[Saved data entries]
◇ ◇ ◇ ◇ ◇

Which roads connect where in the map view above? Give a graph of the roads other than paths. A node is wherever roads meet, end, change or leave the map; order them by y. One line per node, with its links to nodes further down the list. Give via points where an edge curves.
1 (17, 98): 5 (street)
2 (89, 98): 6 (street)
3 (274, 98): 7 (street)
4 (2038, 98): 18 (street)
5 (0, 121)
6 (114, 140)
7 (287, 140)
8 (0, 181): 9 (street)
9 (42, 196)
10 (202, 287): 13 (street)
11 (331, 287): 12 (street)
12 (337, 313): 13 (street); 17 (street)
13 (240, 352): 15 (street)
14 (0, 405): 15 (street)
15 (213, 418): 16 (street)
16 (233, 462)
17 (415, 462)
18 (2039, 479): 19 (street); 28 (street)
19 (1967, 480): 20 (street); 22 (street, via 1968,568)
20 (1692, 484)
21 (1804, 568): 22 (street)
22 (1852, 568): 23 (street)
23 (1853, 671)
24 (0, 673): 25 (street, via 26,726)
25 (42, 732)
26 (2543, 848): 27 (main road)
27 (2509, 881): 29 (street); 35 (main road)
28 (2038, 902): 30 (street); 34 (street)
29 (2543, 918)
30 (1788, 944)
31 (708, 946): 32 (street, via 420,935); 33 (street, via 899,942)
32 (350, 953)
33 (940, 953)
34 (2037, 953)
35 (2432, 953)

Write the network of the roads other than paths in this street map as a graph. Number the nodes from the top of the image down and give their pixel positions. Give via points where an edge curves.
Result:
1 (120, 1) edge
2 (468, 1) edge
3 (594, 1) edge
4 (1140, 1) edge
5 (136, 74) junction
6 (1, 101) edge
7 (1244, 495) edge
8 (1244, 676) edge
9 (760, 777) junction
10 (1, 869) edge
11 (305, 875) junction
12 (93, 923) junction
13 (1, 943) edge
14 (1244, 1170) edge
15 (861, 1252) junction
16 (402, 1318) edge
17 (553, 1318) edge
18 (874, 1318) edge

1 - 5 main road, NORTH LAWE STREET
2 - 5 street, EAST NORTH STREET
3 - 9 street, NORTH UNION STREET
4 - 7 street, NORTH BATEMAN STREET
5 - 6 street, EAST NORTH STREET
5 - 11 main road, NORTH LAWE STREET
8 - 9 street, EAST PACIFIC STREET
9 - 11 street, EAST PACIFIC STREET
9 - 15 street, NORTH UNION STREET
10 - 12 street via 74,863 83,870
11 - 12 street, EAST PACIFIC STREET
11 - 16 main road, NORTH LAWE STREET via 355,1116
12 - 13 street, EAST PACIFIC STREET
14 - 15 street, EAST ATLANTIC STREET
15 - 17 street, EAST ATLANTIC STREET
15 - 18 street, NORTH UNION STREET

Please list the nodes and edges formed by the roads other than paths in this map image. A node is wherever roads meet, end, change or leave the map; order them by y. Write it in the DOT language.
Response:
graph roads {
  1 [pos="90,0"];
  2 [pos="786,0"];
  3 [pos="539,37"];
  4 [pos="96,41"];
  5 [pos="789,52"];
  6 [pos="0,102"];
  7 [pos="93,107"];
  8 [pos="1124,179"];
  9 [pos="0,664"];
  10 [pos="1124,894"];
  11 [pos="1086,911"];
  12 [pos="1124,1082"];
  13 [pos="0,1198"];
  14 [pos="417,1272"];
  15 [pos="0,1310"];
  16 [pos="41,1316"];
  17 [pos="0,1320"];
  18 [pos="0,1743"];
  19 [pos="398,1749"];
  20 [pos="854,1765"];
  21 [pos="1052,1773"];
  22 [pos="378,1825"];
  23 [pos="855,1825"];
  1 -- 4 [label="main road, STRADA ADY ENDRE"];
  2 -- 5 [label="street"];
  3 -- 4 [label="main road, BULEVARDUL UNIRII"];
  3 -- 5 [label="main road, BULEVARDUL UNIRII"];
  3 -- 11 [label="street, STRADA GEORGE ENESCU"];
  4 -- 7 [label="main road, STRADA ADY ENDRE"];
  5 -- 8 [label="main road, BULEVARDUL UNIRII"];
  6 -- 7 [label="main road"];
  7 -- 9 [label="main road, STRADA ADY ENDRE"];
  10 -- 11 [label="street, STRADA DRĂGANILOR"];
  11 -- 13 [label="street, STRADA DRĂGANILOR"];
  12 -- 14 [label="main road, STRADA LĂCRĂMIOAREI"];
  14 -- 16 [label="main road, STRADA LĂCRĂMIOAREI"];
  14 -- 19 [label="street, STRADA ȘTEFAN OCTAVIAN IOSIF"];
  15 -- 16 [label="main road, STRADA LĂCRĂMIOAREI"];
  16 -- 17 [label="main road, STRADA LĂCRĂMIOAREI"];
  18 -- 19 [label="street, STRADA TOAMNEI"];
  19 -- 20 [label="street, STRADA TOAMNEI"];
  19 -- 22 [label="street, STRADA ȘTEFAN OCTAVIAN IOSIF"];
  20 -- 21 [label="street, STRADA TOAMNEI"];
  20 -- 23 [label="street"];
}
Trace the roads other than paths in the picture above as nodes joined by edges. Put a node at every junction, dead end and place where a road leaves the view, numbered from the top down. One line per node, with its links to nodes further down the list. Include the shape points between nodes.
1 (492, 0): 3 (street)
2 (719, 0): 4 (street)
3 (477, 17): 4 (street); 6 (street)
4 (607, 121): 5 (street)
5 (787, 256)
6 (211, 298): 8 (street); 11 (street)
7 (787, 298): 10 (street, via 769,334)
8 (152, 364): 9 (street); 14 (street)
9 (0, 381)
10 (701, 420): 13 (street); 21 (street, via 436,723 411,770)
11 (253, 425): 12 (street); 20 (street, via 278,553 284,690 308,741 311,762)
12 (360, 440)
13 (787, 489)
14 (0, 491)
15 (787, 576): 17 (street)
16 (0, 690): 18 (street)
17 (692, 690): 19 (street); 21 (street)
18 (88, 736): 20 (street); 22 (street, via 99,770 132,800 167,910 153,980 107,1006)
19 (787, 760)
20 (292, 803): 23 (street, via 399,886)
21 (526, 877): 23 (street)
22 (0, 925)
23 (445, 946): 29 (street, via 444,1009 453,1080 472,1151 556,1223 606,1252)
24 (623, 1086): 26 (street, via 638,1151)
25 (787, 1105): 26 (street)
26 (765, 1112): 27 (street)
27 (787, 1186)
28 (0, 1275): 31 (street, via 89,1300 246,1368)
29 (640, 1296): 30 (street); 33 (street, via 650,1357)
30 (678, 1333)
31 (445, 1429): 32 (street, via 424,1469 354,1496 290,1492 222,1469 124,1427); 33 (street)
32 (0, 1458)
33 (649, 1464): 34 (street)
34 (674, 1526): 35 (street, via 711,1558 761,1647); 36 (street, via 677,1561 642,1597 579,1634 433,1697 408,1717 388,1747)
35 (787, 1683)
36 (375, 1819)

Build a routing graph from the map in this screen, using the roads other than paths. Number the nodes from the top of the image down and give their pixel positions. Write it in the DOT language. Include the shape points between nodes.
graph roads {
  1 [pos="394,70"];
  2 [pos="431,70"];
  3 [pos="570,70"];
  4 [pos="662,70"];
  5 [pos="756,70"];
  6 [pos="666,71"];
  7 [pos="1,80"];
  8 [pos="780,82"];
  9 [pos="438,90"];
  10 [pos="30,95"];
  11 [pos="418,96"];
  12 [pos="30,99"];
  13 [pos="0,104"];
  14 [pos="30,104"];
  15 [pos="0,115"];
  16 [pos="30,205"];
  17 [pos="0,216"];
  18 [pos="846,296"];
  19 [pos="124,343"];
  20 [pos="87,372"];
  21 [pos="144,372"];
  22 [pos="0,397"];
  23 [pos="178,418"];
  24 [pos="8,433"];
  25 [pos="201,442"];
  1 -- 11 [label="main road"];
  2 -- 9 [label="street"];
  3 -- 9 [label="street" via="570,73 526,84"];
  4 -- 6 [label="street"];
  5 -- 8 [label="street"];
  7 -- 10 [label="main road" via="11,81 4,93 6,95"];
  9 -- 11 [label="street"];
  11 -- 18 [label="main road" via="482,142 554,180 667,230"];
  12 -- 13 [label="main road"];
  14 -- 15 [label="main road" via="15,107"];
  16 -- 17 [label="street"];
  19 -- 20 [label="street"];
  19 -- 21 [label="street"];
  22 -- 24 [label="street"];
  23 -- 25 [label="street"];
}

◇ ◇ ◇ ◇ ◇

TASK DIRECTIONS: Repeat only the lines running from the line that contains "Build a routing" through the last line above, inclusive.

EXERCISE SOLUTION:
Build a routing graph from the map in this screen, using the roads other than paths. Number the nodes from the top of the image down and give their pixel positions. Write it in the DOT language. Include the shape points between nodes.
graph roads {
  1 [pos="394,70"];
  2 [pos="431,70"];
  3 [pos="570,70"];
  4 [pos="662,70"];
  5 [pos="756,70"];
  6 [pos="666,71"];
  7 [pos="1,80"];
  8 [pos="780,82"];
  9 [pos="438,90"];
  10 [pos="30,95"];
  11 [pos="418,96"];
  12 [pos="30,99"];
  13 [pos="0,104"];
  14 [pos="30,104"];
  15 [pos="0,115"];
  16 [pos="30,205"];
  17 [pos="0,216"];
  18 [pos="846,296"];
  19 [pos="124,343"];
  20 [pos="87,372"];
  21 [pos="144,372"];
  22 [pos="0,397"];
  23 [pos="178,418"];
  24 [pos="8,433"];
  25 [pos="201,442"];
  1 -- 11 [label="main road"];
  2 -- 9 [label="street"];
  3 -- 9 [label="street" via="570,73 526,84"];
  4 -- 6 [label="street"];
  5 -- 8 [label="street"];
  7 -- 10 [label="main road" via="11,81 4,93 6,95"];
  9 -- 11 [label="street"];
  11 -- 18 [label="main road" via="482,142 554,180 667,230"];
  12 -- 13 [label="main road"];
  14 -- 15 [label="main road" via="15,107"];
  16 -- 17 [label="street"];
  19 -- 20 [label="street"];
  19 -- 21 [label="street"];
  22 -- 24 [label="street"];
  23 -- 25 [label="street"];
}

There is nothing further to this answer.